After scanning the segments into the computer, use ImageJ analysis software to analyze the infarct size as a percentage of the whole brain slice by outlining the infarcted area to generate an area measurement. Next, measure the entire contralateral hemisphere to determine the area. Finally, divide the infarct area by the area of the contralateral hemisphere and multiply it by 100 to determine the infarct volume.
As shown here, laser doppler flowmetry was used to confirm blood flow perfusion in the MCA territory before and after MCA reperfusion. When the temporary CCA tie is released after 30 minutes of ischemia for filament removal and reperfusion to occur, there is a surge in perfusion which reached just under 100%of baseline perfusion five minutes into reperfusion. Listed in this table are the neurological scores pertaining to the assessment of general, sensory, motor and proprioceptive deficits.
This graph illustrates that the score for 27 mice at 24 hours was 12.56 plus or minus 0.7 and remained high one week later at 11.50 plus or minus 1.5. A higher neurological score represents decreased neurological function. Infarct volumes showed similar patterns to the neurological score at 24 hours.
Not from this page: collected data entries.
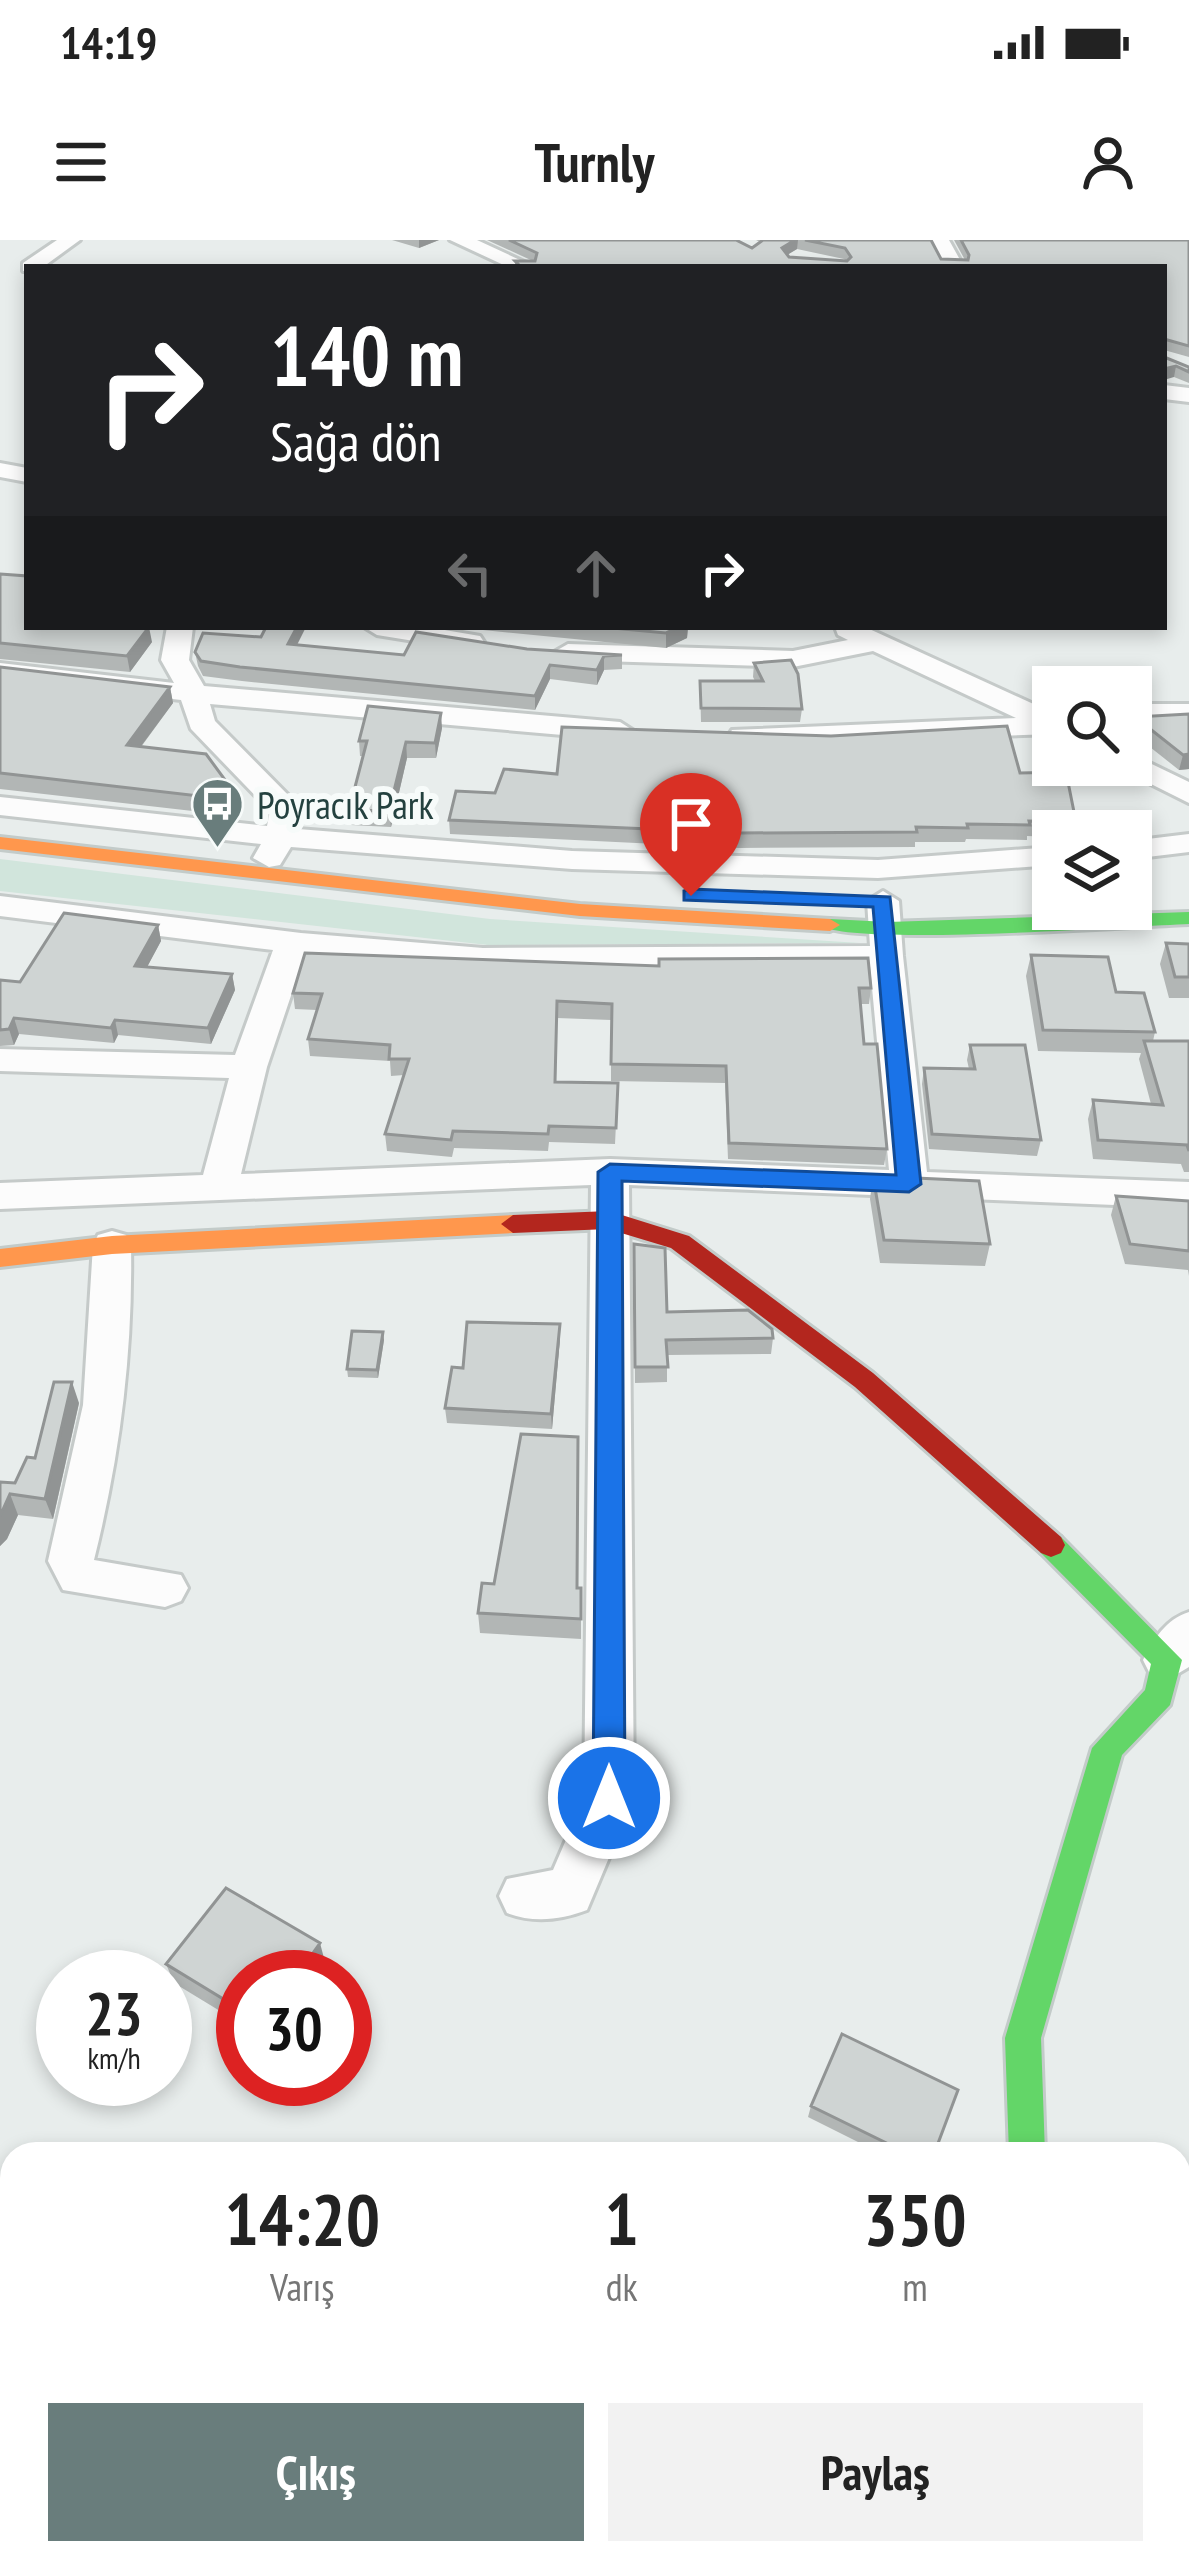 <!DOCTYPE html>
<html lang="tr">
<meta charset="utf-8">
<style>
:root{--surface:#fff;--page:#f2f2f2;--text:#222;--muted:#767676;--accent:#697d7c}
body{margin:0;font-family:"PT Sans Narrow",sans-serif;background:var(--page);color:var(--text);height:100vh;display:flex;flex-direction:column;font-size:45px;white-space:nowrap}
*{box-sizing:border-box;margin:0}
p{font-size:39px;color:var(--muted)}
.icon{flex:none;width:66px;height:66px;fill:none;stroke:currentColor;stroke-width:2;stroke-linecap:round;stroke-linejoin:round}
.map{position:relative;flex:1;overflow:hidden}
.details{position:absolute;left:0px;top:1902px;width:1191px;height:423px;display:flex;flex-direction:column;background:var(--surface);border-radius:36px 36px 0 0;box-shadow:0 6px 18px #0003}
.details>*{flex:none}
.top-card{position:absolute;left:24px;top:24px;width:1143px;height:366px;border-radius:0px;box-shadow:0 6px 18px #0003;background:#202124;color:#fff;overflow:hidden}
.controls{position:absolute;left:1032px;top:426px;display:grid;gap:24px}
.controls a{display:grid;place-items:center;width:120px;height:120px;border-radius:0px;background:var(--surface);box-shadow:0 6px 18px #0003;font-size:60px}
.speed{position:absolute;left:36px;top:1710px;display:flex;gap:24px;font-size:60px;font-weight:700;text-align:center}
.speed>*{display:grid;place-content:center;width:156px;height:156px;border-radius:50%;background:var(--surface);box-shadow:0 6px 18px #0003;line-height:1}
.speed small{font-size:30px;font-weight:400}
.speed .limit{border:18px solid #d22;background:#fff;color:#111}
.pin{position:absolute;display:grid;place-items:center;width:102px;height:102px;color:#fff;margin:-123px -51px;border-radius:50% 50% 50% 0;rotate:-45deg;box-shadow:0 0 12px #0007}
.pin .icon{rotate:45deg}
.me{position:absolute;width:132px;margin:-66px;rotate:0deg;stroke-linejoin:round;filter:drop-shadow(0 0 9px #0008)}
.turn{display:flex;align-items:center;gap:42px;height:252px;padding:0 48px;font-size:54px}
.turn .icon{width:156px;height:156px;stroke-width:2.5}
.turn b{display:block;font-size:84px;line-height:102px}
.lanes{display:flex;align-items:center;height:114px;padding:0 48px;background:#0003;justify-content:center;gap:60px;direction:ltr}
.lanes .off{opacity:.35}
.eta{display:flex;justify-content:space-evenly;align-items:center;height:204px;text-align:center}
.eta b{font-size:72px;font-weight:700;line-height:84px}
.primary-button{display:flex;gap:24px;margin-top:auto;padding:24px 48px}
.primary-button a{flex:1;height:138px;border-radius:0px;background:var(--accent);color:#fff;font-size:48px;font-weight:700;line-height:138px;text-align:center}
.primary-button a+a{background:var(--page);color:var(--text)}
.status{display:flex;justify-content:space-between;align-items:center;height:84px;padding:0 60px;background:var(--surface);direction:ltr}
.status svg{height:33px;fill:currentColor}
header{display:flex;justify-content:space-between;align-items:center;height:156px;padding:0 48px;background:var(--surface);font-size:54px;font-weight:700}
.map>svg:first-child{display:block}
</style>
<div class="status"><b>14:19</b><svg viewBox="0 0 49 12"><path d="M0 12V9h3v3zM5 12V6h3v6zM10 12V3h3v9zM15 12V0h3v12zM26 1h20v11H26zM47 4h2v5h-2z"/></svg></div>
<header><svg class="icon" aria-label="menu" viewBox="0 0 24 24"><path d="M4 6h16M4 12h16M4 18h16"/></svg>Turnly<svg class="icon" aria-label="person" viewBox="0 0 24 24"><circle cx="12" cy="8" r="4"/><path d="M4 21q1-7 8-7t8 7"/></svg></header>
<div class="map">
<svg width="1189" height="2323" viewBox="0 0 1189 2323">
<rect width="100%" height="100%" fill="#e8edec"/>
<path fill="#d1e5dc" d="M0 619 490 679 860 703 488 705 0 651Z"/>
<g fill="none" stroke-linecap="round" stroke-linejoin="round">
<defs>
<path id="street" d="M57 0H80L43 27 23 31V23Z
M450 0H477L535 27H508Z
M929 0H949L964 27H944Z
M1164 145 1189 148V162L1164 159Z
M0 223 27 228V242L0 237Z
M167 387H193L189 420 204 446 620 482 634 491 620 500 210 464 215 481 296 563 300 569 298 589 572 611 878 620 1053 607V625L878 638 572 629 291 607 280 625 269 627 253 618 261 604 0 575V557L267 586 270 571 191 489 181 460 0 439V423L174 443 161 420Z
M364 387H427L480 396 484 402 470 410 377 395Z
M835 387H865L1053 473V494L742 505 728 496 732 490 1016 478 873 411 793 427 568 420 554 412 568 404 793 411 848 400 838 395Z
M1131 464H1189V482H1131Z
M1131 514 1189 542V563L1121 529 1118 525H1131Z
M1189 594V612L1131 619V601Z
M883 651 899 661 903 716 927 932 1189 942V968L629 945 634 1558 587 1670C561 1680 533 1683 507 1673L499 1656 507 1639 553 1630 584 1558 591 945 0 969V943L203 935 229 838 0 831V809L235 815 273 710 0 676V656L301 693 483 708 870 706 867 661ZM305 714 533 730 870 726 889 930 610 919 241 934 267 827Z
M112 991 126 995 131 1005C133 1113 120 1216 94 1320L181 1335 188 1348 181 1361 165 1367 63 1350 48 1321 83 1165 93 1005 98 995Z
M1189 1372V1427L1167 1440 1150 1434 1143 1420C1154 1399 1166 1379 1189 1372Z
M1024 2313H1088L1089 2323H1025Z"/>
<path id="fast" d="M1189 672V684C1134 686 848 707 820 685L830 679 888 682Z
M1051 1293 1061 1297 1182 1420 1170 1465 1122 1515 1041 1798 1045 1914H1009L1005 1798 1092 1508 1145 1450 1151 1424 1041 1313 1037 1305 1041 1297Z"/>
<path id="slow" d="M0 597 580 664 830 679 840 685 830 691 580 676 0 609Z
M513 975 525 984 513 993 112 1014 0 1027V1009L112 996Z"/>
<path id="jam" d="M609 971 689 996 873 1133 1061 1297 1065 1305 1061 1313 1051 1317 1041 1313 855 1147 671 1008 608 989 513 993 501 984 513 975Z"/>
</defs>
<use href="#street" stroke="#c5cac9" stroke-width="6"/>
<use href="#fast" stroke="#c3cbc9" stroke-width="6"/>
<use href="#slow" stroke="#c3cbc9" stroke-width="6"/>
<use href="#jam" stroke="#c3cbc9" stroke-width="6"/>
<use href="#street" fill="#fcfcfc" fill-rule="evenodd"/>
<use href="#fast" fill="#63d668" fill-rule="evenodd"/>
<use href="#slow" fill="#ff974d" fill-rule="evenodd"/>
<use href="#jam" fill="#b3261e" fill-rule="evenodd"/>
</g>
<path fill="#b2b6b5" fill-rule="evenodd" d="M392 0H439L419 8Z
M487 0H736L752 8 760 2 756 0H931L941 19 965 20 954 0H1189V117L1164 110V27H515V21H533ZM797 9 844 19 846 21 789 17 787 15Z
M1164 117 1189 127V143L1174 137Z
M0 334 27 387 152 402 130 432 0 419Z
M473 387H688L687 398 666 408 473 389Z
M297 405 404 415 527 409 622 415V429L604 430 597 445 550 439 535 470 242 441 203 436 198 426 195 412Z
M754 423 802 469 800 482H701L700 441H755L753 437Z
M0 427 170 447 173 463 141 507 228 544 231 560 219 574 0 549Z
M1189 474V529L1179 530 1131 492 1135 477Z
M442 488 436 518H407L391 587 351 585 349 570 363 516H360L359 501Z
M1020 533 1076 582 1074 591H1053V597L1027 596V600L966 599 965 602H915V607L739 608 450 594 449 580 495 553Z
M158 685 161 701 147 727 232 734 235 750 211 804 118 795 114 803 19 794 14 805 0 806V740L20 742Z
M1166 703 1189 704V758H1169L1160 724Z
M1031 715 1155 792 1153 801H1189V932H1184L1181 924 1093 919 1088 879 1093 860 1151 864 1139 819 1141 813 1038 811 1026 736Z
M871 748 869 764H860L864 804 887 909 884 925 728 919 725 843 611 841V780L557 778 556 842 618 843 615 904 549 902 548 911 454 908 452 917 387 911 385 894 404 835 391 836 390 821 310 816 308 799 317 770 295 769 293 753Z
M970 805 1041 900 1037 916 929 909 922 844 924 828 969 829 967 820Z
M873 936 990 1004 985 1026 880 1023 870 959Z
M1116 956 1189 961V1036L1188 1030 1125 1024 1111 975Z
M634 1004 667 1072 773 1098 771 1114 667 1115V1142L635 1143Z
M560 1099 552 1189 447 1183 445 1168 463 1128Z
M384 1100 378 1138 348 1137 347 1129Z
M79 1163 53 1279 18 1275 7 1299 0 1306V1242L15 1243Z
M577 1348H581V1399L480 1393 478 1373Z
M325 1722 314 1737H243V1785L174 1743 166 1724Z
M811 1866 934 1914H882L808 1877Z
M1179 2135 1189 2136V2229L1179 2228Z"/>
<path fill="#919494" d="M419 0H439L419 8Z
M795 0H798L797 9 782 18V8Z
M1176 126 1174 137 1164 140V129Z
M149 387 152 402 130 432 127 416Z
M297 387H306L290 419 288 404Z
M680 387H688L687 398 666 408V393Z
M604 416V430L597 445V430Z
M550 425V439L535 470V456Z
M170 447 173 463 130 521 127 505Z
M441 473 442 488 436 518 435 503Z
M406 502 407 518 391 587 389 571Z
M1189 514V529L1179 530 1183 515Z
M228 544 231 560 219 574 216 558Z
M158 685 161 701 139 742 135 726Z
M232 734 235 750 211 804 208 788Z
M14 778 19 794 14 805 9 789Z
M115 780 118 795 114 803 111 788Z
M560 1084V1099L552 1189 551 1174Z
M383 1092 384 1100 378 1138 377 1130Z
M72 1142 79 1163 53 1279 45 1259Z
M10 1254 18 1275 7 1299 0 1306V1276Z
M320 1703 325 1722 314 1737H296Z"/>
<path fill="#cfd4d3" stroke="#919494" stroke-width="3" d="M509 0H736L752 8 763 0H795L782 8 789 17 847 21 851 17 845 8 805 0H931L941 19 968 20 969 15 961 0H1189V106L1164 99V27H521L515 21H535L537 13Z
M1164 117 1189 127V132L1176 126 1164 129Z
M0 334 27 336V387H149L127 416 0 403Z
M266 387H297L288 404 404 415 416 392 527 409 622 415 604 416 597 430 550 425 535 456 240 427 201 421 195 412 203 393 261 397Z
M602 387H680L666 393Z
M791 420 798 434 802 469 701 468 700 441H763L754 423Z
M0 427 170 447 127 505 206 514 228 544 216 558 0 533Z
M368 466 441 473 435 503 406 502 389 571 349 570 367 501H359Z
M1189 474V514L1183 515 1135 477Z
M1007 486 1020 533 1066 532 1076 582 1029 581 1030 585 967 584 968 588 916 587 917 592 740 593 449 580 456 551 495 553 504 529 557 534 562 487 831 496Z
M64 673 158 685 135 726 232 734 208 788 115 780 111 788 14 778 9 789 0 790V740L20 742Z
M1166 703 1189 704V737H1175Z
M305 713 659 726V719L868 718 871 748H859L864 804H877L887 909 729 903 726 826 611 824 612 764 557 761 555 842 618 843 616 888 549 886 548 894 453 891 451 900 385 894 409 819H389L390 805 308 799 322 754 293 753Z
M1031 715 1108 717 1116 752 1144 753 1155 792 1043 790Z
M1144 801H1189V911L1187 905 1098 900 1093 860 1163 865Z
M970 805H1025L1041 900 932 894 924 828 975 829Z
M873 936 979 941 990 1004 884 1000Z
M1116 956 1189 961V1011L1130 1004Z
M634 1004 665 1008 667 1072 748 1070 772 1089 773 1098 666 1100 668 1127H635Z
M467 1082 560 1084 551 1174 445 1168 452 1127 463 1128Z
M352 1091 383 1092 377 1130 347 1129Z
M54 1142H72L45 1259 10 1254 0 1276V1242L15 1243 27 1217 35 1218Z
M521 1194 578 1197 577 1348H581V1379L478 1373 482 1343 494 1344Z
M226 1648 320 1703 296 1737H243V1771L166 1724Z
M842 1794 958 1850 934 1914H909L811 1866Z
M1179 2135 1189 2136V2217L1179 2216Z"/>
<path fill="#1a73e8" stroke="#114b97" stroke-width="3" d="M691 649 890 657 921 944 909 952 622 941 625 1558 620 1568 609 1572 597 1568 593 1558 598 932 610 924 896 935 873 667 684 660V651Z"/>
<defs>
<symbol id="bus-pin" viewBox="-11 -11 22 30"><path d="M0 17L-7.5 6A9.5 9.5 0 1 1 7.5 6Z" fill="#697d7c" stroke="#f7fbfa"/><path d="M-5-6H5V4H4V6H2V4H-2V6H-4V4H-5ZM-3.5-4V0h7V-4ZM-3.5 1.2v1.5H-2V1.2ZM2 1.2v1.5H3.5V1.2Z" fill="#fff"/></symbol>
</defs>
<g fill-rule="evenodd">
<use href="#bus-pin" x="188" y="534" width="59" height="81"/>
</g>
<g text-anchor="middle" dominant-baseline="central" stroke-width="12" stroke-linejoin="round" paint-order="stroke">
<g font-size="39" fill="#24413f" stroke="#f7fbfa" text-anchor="start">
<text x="257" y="564">Poyracık Park</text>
</g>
</g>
</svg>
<div class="controls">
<a><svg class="icon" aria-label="search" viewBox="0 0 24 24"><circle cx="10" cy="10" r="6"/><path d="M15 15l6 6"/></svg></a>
<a><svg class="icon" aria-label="layers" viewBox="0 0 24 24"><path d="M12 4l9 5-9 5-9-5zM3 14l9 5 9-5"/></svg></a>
</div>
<div class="speed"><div>23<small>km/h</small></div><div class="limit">30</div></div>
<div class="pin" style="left:691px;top:656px;background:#d93025"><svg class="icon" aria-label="arrive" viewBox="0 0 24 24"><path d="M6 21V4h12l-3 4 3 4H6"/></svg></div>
<svg class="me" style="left:609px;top:1558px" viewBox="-20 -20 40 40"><circle r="17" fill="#1a73e8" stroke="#fff" stroke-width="3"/><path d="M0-11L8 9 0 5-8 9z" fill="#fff"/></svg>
<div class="top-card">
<div class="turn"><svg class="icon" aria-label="right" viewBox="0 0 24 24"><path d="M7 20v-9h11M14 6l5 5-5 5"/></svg><div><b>140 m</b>Sağa dön</div></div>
<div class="lanes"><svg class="icon off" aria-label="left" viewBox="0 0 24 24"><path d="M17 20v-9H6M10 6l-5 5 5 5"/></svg><svg class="icon off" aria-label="ahead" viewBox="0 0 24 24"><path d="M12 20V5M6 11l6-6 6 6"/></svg><svg class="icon" aria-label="right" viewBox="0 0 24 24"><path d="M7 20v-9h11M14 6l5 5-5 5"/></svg></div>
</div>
<section class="details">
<div class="eta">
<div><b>14:20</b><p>Varış</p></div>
<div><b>1</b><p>dk</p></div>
<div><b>350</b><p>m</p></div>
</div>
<div class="primary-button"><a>Çıkış</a><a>Paylaş</a></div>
</section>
</div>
As presented here, 24 hours after MCAo, mice had large infarct volumes which were heightened one week post stroke. Once mastered, this technique can be performed within 15 minutes if it's done properly. While attempting this procedure, it's important to maintain the temperature at 36.5 degrees Celsius.
Following this procedure, other methods can also be performed such as cecal ligation and puncture. This enables us to answer additional questions such as the effects of sepsis before and after stroke. After watching this video, you should have a good understanding of how to induce ischemia by inserting a monofilament into the middle cerebral artery and removing it to allow for reperfusion.
Don't forget that working with instrumentation such as Iris scissors and forceps can be dangerous and precautions should always be taken.